This dazzling museum at the foot of the Acropolis’ southern slope showcases its surviving treasures. The collection covers the Archaic period to the Roman one, but the emphasis is on the Acropolis of the 5th century BC, considered the apotheosis of Greece’s artistic achievement. The museum reveals layers of history – from ancient ruins beneath the building, to the Acropolis itself, always visible above through floor-to-ceiling windows. The good-value restaurant has superb views.
Designed by US-based architect Bernard Tschumi with Greek architect Michael Photiadis, the €130-million museum opened in 2009 after decades of planning; it replaced the small museum near the Parthenon.
As you enter the museum, the glass floor reveals the ruins of an ancient Athenian neighbourhood. These were uncovered during construction and had to be preserved and integrated into a new building plan. In 2019, the museum opened up a 4000-sq-metre section of these ruins for closer inspection.
The ground floor’s Gallery of the Slopes of Acropolis emulates the climb up to the sacred hill, while allowing glimpses of the ruins below. Exhibits include painted vases and votive offerings from the sanctuaries where gods were worshipped, plus more recent objects found in excavations of the settlement, including two clay statues of Nike at the entrance.
Bathed in natural light, the 1st-floor Archaic Gallery is a veritable forest of statues, mostly votive offerings to Athena.

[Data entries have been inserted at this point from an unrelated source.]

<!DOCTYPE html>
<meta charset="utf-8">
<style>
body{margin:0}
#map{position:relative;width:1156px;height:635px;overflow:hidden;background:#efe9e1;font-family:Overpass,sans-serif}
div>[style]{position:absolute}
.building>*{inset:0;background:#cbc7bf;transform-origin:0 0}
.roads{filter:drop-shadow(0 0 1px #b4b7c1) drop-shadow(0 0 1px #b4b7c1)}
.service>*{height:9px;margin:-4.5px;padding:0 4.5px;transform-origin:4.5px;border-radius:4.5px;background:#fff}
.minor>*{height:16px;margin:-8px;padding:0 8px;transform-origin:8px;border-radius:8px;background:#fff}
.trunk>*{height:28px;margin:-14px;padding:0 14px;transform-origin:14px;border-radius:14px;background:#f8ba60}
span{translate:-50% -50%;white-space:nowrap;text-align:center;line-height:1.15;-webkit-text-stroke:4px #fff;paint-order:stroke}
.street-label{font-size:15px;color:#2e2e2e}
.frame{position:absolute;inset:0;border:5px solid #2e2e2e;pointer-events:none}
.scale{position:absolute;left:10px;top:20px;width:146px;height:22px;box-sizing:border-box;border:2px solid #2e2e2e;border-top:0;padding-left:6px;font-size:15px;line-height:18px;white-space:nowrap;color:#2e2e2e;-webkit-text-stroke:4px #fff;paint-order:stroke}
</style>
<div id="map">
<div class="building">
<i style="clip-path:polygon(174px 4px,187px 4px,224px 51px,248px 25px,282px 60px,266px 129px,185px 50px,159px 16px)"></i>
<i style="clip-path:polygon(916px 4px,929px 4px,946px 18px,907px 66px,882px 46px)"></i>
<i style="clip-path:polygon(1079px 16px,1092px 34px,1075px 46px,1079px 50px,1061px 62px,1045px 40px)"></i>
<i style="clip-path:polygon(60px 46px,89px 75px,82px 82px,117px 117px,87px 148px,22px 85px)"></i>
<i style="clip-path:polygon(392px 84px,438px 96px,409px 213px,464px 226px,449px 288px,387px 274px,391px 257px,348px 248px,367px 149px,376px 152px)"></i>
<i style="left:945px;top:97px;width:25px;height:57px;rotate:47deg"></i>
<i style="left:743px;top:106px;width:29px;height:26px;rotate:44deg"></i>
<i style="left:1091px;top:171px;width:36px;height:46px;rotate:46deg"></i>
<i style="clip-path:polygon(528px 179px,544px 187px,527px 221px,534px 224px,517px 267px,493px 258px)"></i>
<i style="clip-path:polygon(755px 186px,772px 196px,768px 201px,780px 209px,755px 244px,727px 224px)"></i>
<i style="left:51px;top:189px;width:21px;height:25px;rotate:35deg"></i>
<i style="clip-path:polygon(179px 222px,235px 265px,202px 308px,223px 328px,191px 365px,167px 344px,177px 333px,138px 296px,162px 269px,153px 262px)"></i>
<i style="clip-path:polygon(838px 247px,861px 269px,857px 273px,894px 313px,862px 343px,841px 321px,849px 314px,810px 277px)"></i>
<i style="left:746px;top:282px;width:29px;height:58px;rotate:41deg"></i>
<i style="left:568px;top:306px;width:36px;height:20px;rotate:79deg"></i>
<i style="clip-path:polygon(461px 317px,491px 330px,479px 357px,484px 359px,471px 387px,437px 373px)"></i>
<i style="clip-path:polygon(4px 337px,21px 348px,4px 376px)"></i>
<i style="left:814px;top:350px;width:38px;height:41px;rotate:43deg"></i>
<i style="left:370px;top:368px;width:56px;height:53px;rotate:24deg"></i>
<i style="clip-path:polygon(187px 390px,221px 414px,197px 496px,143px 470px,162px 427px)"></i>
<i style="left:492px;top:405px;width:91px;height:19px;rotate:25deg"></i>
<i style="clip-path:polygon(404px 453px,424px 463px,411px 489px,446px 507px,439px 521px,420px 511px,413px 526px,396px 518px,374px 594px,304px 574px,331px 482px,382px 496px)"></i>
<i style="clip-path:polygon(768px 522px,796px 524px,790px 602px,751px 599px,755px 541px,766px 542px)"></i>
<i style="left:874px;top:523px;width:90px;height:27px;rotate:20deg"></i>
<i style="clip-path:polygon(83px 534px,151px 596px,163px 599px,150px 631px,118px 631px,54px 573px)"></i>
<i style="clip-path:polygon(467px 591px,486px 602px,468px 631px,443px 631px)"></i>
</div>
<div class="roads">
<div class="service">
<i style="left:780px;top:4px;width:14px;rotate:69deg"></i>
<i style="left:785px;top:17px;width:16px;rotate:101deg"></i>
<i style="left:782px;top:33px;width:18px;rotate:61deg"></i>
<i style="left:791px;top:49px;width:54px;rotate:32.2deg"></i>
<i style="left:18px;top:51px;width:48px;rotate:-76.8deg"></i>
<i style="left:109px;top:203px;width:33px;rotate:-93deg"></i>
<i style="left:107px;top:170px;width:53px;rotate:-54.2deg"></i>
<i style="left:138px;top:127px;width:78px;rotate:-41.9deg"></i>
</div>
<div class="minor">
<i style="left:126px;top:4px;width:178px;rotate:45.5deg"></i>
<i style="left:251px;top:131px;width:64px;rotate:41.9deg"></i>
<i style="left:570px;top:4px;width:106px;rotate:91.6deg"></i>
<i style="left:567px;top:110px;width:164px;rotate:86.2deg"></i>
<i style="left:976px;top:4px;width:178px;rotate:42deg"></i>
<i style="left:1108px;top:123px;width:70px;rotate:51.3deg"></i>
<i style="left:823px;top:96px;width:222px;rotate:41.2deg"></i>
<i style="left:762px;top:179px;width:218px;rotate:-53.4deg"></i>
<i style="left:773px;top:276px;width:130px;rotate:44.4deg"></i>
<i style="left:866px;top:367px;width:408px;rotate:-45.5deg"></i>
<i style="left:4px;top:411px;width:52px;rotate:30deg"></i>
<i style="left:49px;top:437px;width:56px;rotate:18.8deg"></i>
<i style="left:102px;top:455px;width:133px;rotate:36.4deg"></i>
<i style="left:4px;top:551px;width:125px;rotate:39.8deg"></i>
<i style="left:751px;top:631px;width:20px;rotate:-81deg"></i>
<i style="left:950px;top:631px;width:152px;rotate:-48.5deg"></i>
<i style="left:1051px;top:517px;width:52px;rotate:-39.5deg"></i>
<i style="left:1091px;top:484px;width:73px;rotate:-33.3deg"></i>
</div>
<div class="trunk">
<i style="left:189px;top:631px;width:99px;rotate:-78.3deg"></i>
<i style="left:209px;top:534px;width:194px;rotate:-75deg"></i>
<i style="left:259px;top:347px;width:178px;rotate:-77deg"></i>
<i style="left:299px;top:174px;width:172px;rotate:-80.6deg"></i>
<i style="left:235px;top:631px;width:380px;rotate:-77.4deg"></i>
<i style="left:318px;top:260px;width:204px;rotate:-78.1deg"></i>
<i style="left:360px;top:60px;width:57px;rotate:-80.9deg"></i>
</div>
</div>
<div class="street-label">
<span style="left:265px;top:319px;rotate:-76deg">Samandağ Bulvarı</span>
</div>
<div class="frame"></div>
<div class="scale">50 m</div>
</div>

These include stunning examples of 6th-century kore – statues of young women in draped clothing and elaborate braids, usually carrying a pomegranate, wreath or bird. Most were recovered from a pit on the Acropolis, where the Athenians buried them after the Battle of Salamis. The 570-BC-statue of a youth bearing a calf is one of the rare male statues found. There are also bronze figurines and artefacts from temples predating the Parthenon (destroyed by the Persians), including wonderful pedimental sculptures such as Hercules slaying the Lernaian Hydra and a lioness devouring a bull. Also on this floor are five Caryatids, the maiden columns that held up the Erechtheion (the sixth is in the British Museum).
The museum’s crowning glory is the top-floor Parthenon Gallery, a glass atrium housing the temple’s 160m-long frieze. It’s mounted as it once was, following the layout of the building, and you can stroll along, as though atop the columns, and examine the fragments at eye level. The frieze depicts the Panathenaic Procession, starting at the southwest corner of the temple, with two groups splitting off and meeting on the east side for the delivery of the peplos (shawl) to Athena. (To really understand the reliefs, see the film that is screened on this floor.) Interspersed between the golden-hued originals are stark-white plaster replicas of the missing pieces – the so-called Parthenon Marbles hacked off by Lord Elgin in 1801 and now held in the British Museum in London.
Also on this level are metopes and sculpture from the Parthenon, as well as a plaster replica of a giant floral akrotirion, a decorative element that once crowned the southern ridge of the pediment.